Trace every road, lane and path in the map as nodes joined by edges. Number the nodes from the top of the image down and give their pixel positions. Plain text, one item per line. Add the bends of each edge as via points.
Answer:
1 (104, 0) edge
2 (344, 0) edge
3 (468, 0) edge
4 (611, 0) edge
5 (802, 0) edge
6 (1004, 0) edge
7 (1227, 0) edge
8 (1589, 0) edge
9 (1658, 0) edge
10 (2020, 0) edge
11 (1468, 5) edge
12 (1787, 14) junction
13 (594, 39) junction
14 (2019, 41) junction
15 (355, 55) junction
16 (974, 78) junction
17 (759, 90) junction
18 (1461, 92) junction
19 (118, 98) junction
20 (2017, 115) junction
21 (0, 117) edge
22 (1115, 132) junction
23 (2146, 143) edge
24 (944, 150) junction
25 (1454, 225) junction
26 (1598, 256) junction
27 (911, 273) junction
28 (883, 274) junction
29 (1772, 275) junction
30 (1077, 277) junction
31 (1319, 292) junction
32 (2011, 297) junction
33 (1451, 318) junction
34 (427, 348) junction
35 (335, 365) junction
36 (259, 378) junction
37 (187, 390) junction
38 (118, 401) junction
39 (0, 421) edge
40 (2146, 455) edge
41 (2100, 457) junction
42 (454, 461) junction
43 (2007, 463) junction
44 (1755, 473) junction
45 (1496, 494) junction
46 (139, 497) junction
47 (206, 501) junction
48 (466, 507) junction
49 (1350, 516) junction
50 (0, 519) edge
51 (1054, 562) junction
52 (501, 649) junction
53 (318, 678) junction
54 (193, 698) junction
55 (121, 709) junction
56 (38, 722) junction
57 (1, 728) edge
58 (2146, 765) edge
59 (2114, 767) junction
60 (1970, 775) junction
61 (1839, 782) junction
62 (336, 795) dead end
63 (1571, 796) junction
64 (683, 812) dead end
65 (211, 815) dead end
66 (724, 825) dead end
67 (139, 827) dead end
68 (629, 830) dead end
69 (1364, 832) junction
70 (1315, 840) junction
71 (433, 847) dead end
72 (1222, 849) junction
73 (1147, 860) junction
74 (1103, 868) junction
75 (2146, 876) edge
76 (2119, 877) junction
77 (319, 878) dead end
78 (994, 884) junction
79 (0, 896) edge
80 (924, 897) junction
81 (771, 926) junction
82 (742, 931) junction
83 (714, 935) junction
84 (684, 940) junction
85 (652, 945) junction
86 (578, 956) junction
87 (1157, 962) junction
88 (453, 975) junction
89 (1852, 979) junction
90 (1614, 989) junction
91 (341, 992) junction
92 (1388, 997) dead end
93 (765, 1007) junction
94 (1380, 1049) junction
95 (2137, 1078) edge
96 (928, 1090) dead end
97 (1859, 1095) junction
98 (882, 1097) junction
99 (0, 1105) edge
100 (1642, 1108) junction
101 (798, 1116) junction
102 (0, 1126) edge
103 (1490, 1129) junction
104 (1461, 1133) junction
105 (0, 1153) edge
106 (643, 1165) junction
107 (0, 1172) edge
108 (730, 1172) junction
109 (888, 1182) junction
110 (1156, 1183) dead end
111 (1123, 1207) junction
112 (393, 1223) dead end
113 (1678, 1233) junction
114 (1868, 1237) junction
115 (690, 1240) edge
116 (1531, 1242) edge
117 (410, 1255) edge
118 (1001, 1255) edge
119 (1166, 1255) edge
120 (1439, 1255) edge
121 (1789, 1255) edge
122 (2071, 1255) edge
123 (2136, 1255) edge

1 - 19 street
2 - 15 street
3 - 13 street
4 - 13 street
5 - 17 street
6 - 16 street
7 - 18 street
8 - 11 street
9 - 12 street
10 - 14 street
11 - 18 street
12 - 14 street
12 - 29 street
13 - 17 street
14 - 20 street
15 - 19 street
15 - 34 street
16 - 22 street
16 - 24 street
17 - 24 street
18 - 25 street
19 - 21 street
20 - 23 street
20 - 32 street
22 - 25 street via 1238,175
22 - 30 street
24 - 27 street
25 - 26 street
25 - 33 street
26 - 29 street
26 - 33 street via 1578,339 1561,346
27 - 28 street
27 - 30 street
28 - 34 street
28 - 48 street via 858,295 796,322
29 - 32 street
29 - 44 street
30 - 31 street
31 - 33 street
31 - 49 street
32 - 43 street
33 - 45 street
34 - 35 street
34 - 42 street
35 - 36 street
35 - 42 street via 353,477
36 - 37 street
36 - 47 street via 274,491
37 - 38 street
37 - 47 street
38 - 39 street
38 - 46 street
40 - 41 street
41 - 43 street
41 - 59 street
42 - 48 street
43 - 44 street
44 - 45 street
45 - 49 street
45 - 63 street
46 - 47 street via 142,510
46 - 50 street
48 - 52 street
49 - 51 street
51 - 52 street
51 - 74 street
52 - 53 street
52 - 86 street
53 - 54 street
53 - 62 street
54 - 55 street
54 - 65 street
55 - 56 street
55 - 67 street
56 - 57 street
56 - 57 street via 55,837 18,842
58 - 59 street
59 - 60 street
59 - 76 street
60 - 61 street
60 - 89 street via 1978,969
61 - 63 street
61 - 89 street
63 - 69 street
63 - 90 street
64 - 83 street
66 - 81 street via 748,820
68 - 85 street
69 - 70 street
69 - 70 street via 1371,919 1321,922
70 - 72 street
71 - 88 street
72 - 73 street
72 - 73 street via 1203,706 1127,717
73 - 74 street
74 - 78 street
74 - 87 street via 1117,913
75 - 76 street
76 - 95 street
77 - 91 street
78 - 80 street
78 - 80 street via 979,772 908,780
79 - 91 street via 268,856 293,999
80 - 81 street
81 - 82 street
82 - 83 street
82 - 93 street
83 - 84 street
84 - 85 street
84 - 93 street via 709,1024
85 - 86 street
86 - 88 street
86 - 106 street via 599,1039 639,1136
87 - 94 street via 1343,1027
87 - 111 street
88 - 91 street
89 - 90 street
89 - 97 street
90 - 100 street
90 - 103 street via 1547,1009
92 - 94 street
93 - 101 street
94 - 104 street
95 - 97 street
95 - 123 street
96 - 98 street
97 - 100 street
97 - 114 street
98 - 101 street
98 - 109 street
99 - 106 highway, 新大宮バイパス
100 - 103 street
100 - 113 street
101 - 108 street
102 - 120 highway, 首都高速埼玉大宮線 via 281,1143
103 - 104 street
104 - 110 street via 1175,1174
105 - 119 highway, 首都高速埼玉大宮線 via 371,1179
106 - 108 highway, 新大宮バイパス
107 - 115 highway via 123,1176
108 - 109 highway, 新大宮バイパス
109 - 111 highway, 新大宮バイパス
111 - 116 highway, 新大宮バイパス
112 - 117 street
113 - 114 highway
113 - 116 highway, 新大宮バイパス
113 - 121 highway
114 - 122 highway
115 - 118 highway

__________________________________________________

→ Instructions to follow:
Look through the entries above. Copy each line in which the string "首都高速埼玉大宮線" occurs.

→ Output:
102 - 120 highway, 首都高速埼玉大宮線 via 281,1143
105 - 119 highway, 首都高速埼玉大宮線 via 371,1179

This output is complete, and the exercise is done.